Negociação coletiva do trabalho, segundo Michel Aglietta

Imagem: Sami Aksu
image_pdf

Por FRANCISCO PEREIRA DE FARIAS*

Entre 2003 e 2016, os governos do PT aprofundaram a mediação estatal a serviço do capital, disfarçando de ‘conquista social’ uma negociação coletiva que, na prática, disciplinou os sindicatos e garantiu a rentabilidade empresarial

1.

Considerando os processos de coalizão social e política no Brasil entre 2003 e 2016, distinguimos duas variantes principais do paradigmaemergente (Draibe; Riesco, 2011) de direitos sociais: o “novo desenvolvimentismo” (Bresser-Pereira, 2012); o “social-desenvolvimentismo” (Bastos, 2012). Essas variantes estão ligadas aos valores e aos interesses das forças sociais e partidárias que participam da nova coalizão de governo.

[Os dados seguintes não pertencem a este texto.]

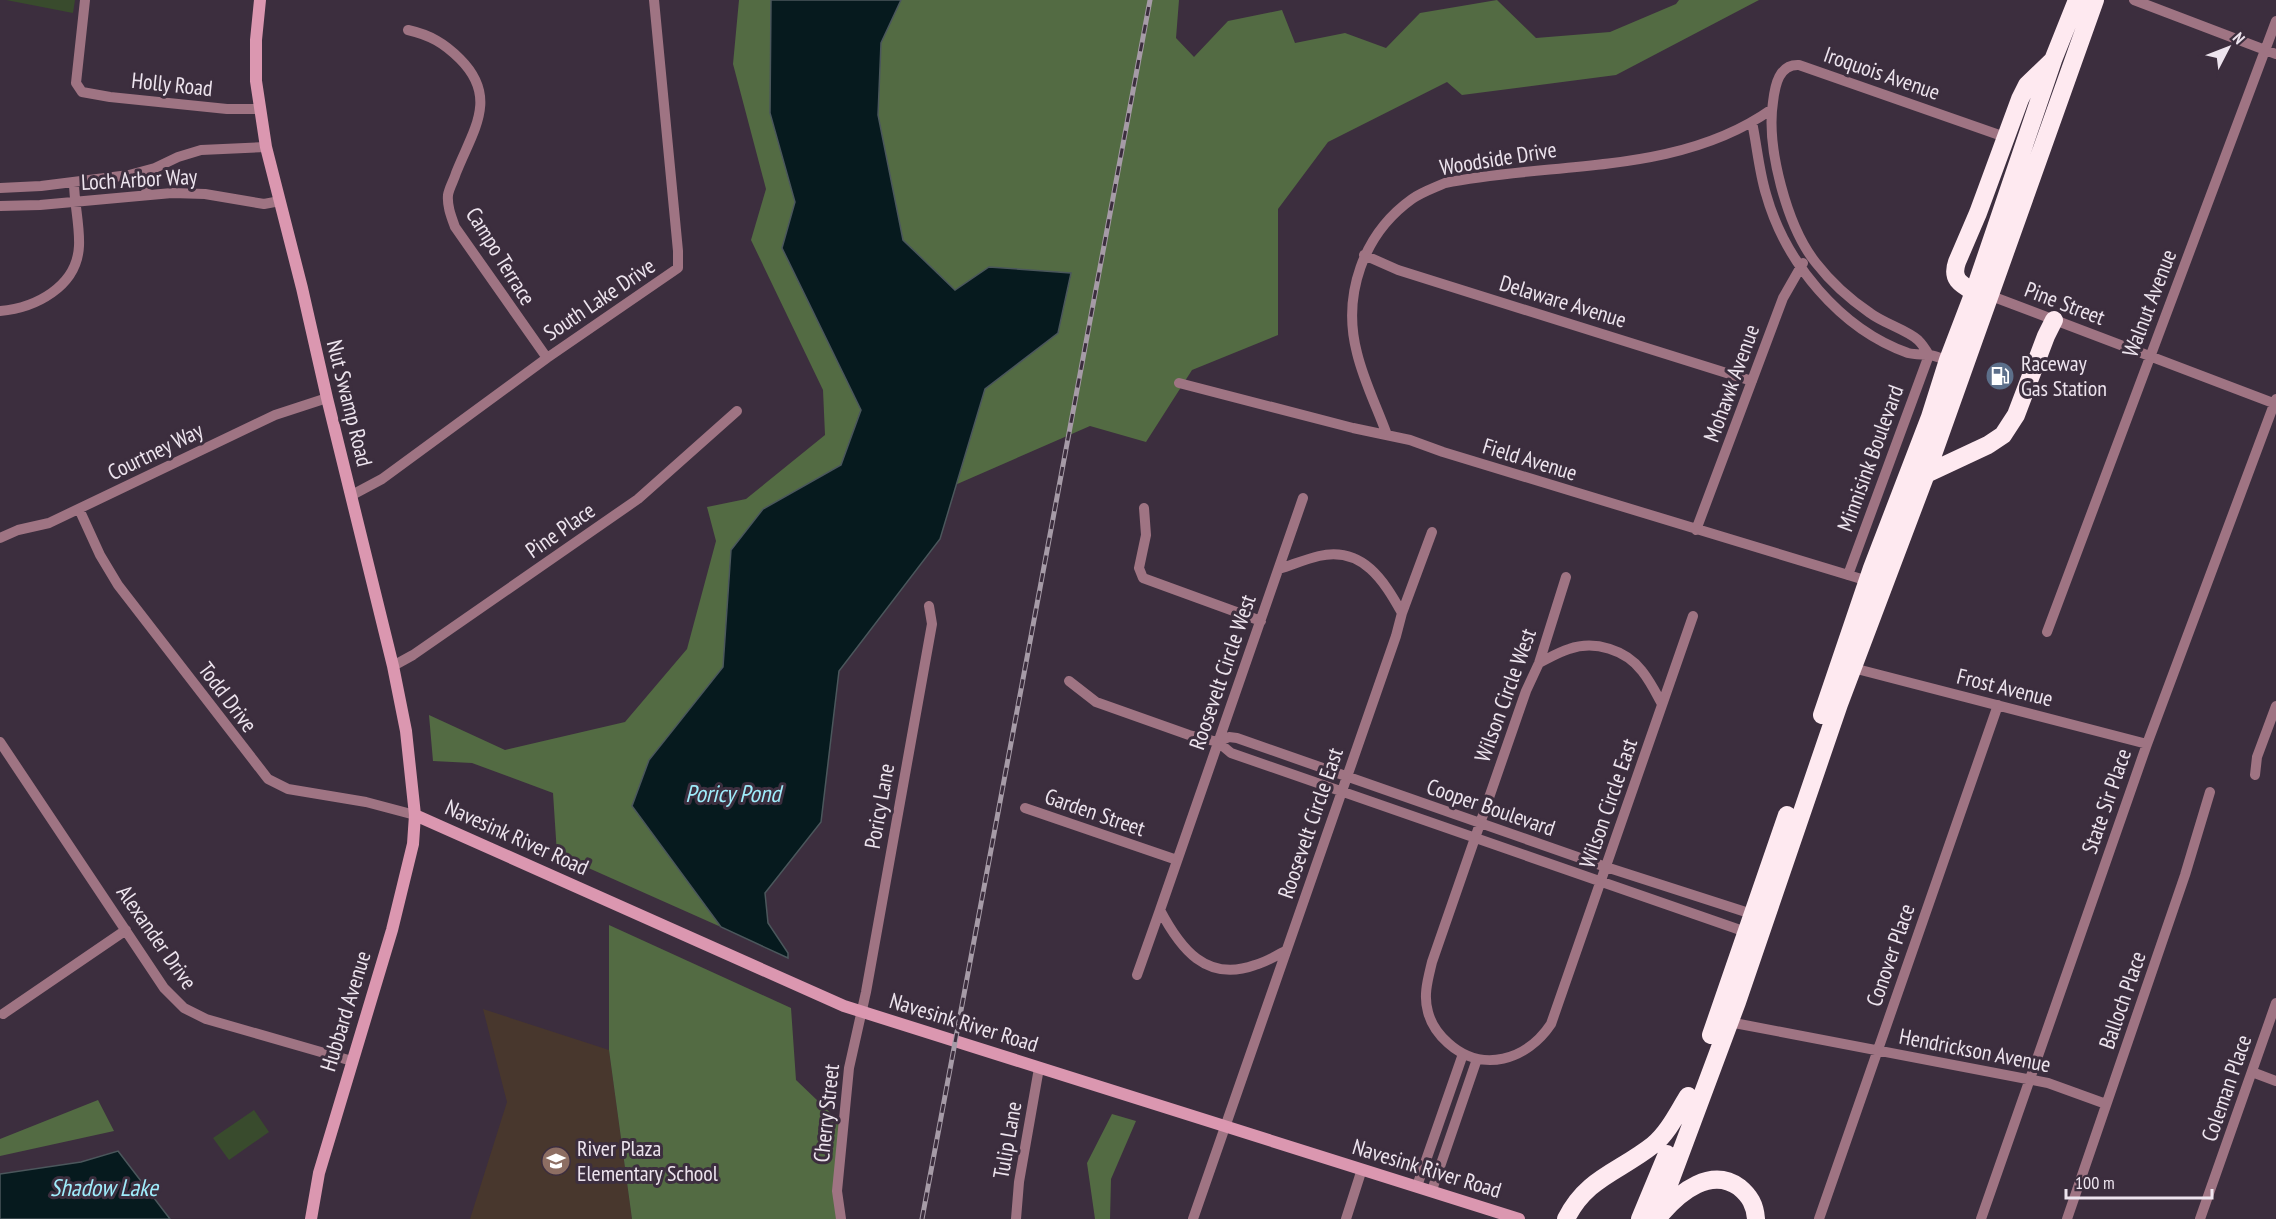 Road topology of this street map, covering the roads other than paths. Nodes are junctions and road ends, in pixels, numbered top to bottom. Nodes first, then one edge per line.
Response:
1 (85, 0) edge
2 (260, 0) edge
3 (654, 0) edge
4 (2077, 0) edge
5 (2095, 0) edge
6 (2134, 0) edge
7 (2276, 21) edge
8 (408, 30) dead end
9 (2271, 52) edge
10 (2054, 60) junction
11 (259, 109) junction
12 (1772, 109) junction
13 (1752, 122) junction
14 (2006, 137) junction
15 (266, 147) junction
16 (144, 172) junction
17 (74, 182) junction
18 (0, 188) edge
19 (147, 195) junction
20 (280, 201) junction
21 (76, 202) junction
22 (0, 206) edge
23 (1364, 255) junction
24 (1812, 256) junction
25 (1800, 265) junction
26 (1982, 293) junction
27 (0, 311) edge
28 (2054, 320) junction
29 (1929, 355) junction
30 (2150, 356) junction
31 (547, 358) junction
32 (1948, 360) junction
33 (1752, 381) junction
34 (1179, 383) dead end
35 (327, 398) junction
36 (2275, 402) edge
37 (737, 411) dead end
38 (1387, 435) junction
39 (1926, 474) junction
40 (352, 495) junction
41 (1303, 498) dead end
42 (1144, 508) dead end
43 (79, 509) junction
44 (1696, 530) junction
45 (1432, 532) dead end
46 (0, 538) edge
47 (1279, 569) junction
48 (1848, 575) junction
49 (1566, 577) dead end
50 (1868, 581) junction
51 (929, 606) dead end
52 (1402, 613) junction
53 (1694, 616) dead end
54 (1261, 621) junction
55 (2047, 632) dead end
56 (1539, 663) junction
57 (393, 666) junction
58 (1853, 668) junction
59 (1069, 681) dead end
60 (1662, 704) junction
61 (1998, 705) junction
62 (2276, 706) edge
63 (1218, 741) junction
64 (0, 742) edge
65 (2147, 744) junction
66 (2255, 775) dead end
67 (1347, 777) junction
68 (1342, 791) junction
69 (2210, 792) dead end
70 (1025, 808) dead end
71 (415, 815) junction
72 (1480, 824) junction
73 (1475, 838) junction
74 (1177, 860) junction
75 (1606, 867) junction
76 (1601, 882) junction
77 (1160, 910) junction
78 (1752, 914) junction
79 (126, 930) junction
80 (1746, 932) junction
81 (1286, 951) junction
82 (1137, 975) dead end
83 (2276, 1003) edge
84 (861, 1011) junction
85 (1, 1018) edge
86 (1729, 1022) junction
87 (1878, 1051) junction
88 (1463, 1054) junction
89 (1477, 1059) junction
90 (352, 1061) junction
91 (1039, 1068) junction
92 (2252, 1071) junction
93 (2030, 1079) junction
94 (2276, 1082) edge
95 (1688, 1096) junction
96 (2106, 1104) junction
97 (1225, 1126) junction
98 (1362, 1169) junction
99 (1417, 1186) junction
100 (1432, 1190) junction
101 (1487, 1214) edge
102 (311, 1219) edge
103 (841, 1219) edge
104 (1016, 1219) edge
105 (1193, 1219) edge
106 (1346, 1219) edge
107 (1519, 1219) edge
108 (1566, 1219) edge
109 (1640, 1219) edge
110 (1657, 1219) edge
111 (1756, 1219) edge
112 (1819, 1219) edge
113 (1981, 1219) edge
114 (2067, 1219) edge
115 (2201, 1219) edge

1 - 11 street, Holly Road
2 - 11 main road, Nut Swamp Road
3 - 31 street, South Lake Drive
4 - 10 highway
5 - 26 highway
6 - 9 street
7 - 9 street, Walnut Avenue
8 - 31 street, Campo Terrace
9 - 30 street, Walnut Avenue
10 - 14 highway
10 - 26 highway
11 - 15 main road, Nut Swamp Road
12 - 13 street, Woodside Drive
12 - 14 street, Iroquois Avenue
12 - 24 street
13 - 23 street, Woodside Drive
13 - 25 street
14 - 26 highway
15 - 16 street, Loch Arbor Way
15 - 20 main road, Nut Swamp Road
16 - 17 street, Loch Arbor Way
16 - 19 street
17 - 18 street, Loch Arbor Way
17 - 21 street
19 - 20 street, Loch Arbor Way
19 - 21 street, Loch Arbor Way
20 - 35 main road, Nut Swamp Road
21 - 22 street, Loch Arbor Way
21 - 27 street
23 - 33 street, Delaware Avenue
23 - 38 street, Woodside Drive
24 - 25 street, Mohawk Avenue
24 - 29 street
25 - 29 street
25 - 33 street, Mohawk Avenue
26 - 28 street, Pine Street
26 - 32 highway
26 - 39 highway
28 - 30 street, Pine Street
28 - 39 highway
29 - 32 street
29 - 48 street, Minnisink Boulevard
30 - 36 street, Pine Street
30 - 55 street, Walnut Avenue
31 - 40 street, South Lake Drive
32 - 50 highway
33 - 44 street, Mohawk Avenue
34 - 38 street, Field Avenue
35 - 40 main road, Nut Swamp Road
35 - 43 street, Courtney Way
36 - 65 street, State Sir Place
37 - 57 street, Pine Place
38 - 44 street, Field Avenue
39 - 58 highway
40 - 57 main road, Nut Swamp Road
41 - 47 street, Roosevelt Circle West
42 - 54 street
43 - 46 street, Courtney Way
43 - 71 street, Todd Drive
44 - 48 street, Field Avenue
45 - 52 street, Roosevelt Circle East
47 - 52 street
47 - 54 street, Roosevelt Circle West
48 - 50 street, Field Avenue
49 - 56 street, Wilson Circle West
50 - 78 highway
51 - 84 street, Poricy Lane
52 - 67 street, Roosevelt Circle East
53 - 60 street, Wilson Circle East
54 - 63 street, Roosevelt Circle West
56 - 60 street
56 - 72 street, Wilson Circle West
57 - 71 main road, Nut Swamp Road
58 - 61 street, Frost Avenue
58 - 86 highway
59 - 63 street, Cooper Boulevard
60 - 75 street, Wilson Circle East
61 - 65 street, Frost Avenue
61 - 87 street, Conover Place
62 - 66 street
63 - 67 street, Cooper Boulevard
63 - 68 street, Cooper Boulevard
63 - 74 street, Roosevelt Circle West
64 - 79 street, Alexander Drive
65 - 93 street, State Sir Place
67 - 68 street, Roosevelt Circle East
67 - 72 street, Cooper Boulevard
68 - 73 street, Cooper Boulevard
68 - 81 street, Roosevelt Circle East
69 - 96 street, Balloch Place
70 - 74 street, Garden Street
71 - 84 main road, Navesink River Road
71 - 90 main road, Hubbard Avenue
72 - 73 street, Wilson Circle West
72 - 75 street, Cooper Boulevard
73 - 76 street, Cooper Boulevard
73 - 88 street, Wilson Circle West
74 - 77 street, Roosevelt Circle West
75 - 76 street, Wilson Circle East
75 - 78 street, Cooper Boulevard
76 - 80 street, Cooper Boulevard
76 - 89 street, Wilson Circle East
77 - 81 street
77 - 82 street
78 - 80 highway
79 - 85 street
79 - 90 street, Alexander Drive
80 - 95 highway
81 - 97 street, Roosevelt Circle East
83 - 92 street, Coleman Place
84 - 91 main road, Navesink River Road
84 - 103 street, Cherry Street
86 - 87 street, Hendrickson Avenue
86 - 110 highway
87 - 93 street, Hendrickson Avenue
87 - 112 street, Conover Place
88 - 89 street
88 - 99 street
89 - 100 street
90 - 102 main road, Hubbard Avenue
91 - 97 main road, Navesink River Road
91 - 104 street, Tulip Lane
92 - 94 street
92 - 115 street, Coleman Place
93 - 96 street, Hendrickson Avenue
93 - 113 street, State Sir Place
95 - 108 highway
95 - 109 highway
96 - 114 street, Balloch Place
97 - 98 main road, Navesink River Road
97 - 105 street, Roosevelt Circle East
98 - 99 main road, Navesink River Road
98 - 106 street
99 - 100 main road, Navesink River Road
100 - 101 main road, Navesink River Road
101 - 107 main road, Navesink River Road
110 - 111 highway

De fato, entre as forças sociais que se alinhavam à coligação político-partidária de centro-esquerda, liderada pelo Partido dos Trabalhadores, destacavam-se os grupos industriais ligados à acumulação interna e as categorias de trabalhadores assalariados representadas por sindicatos favoráveis à negociação com o patronato. De alguma maneira, os modelos de política social mais influentes na nova composição de poder correspondiam a essa diferenciação de interesses sociais.

A visão social-desenvolvimentista privilegia a produção voltada ao mercado interno, ao consumo do maior número de pessoas e aos gastos estatais em políticas sociais. Trata-se de uma estratégia de desenvolvimento econômico que não coincide totalmente com o horizonte da empresa privada, que ao diversificar a lucratividade em função da inserção no mercado mundial não tem compromisso de longo prazo com a prioridade do mercado interno, do consumo assalariado e da expansão do bem-estar da maioria social.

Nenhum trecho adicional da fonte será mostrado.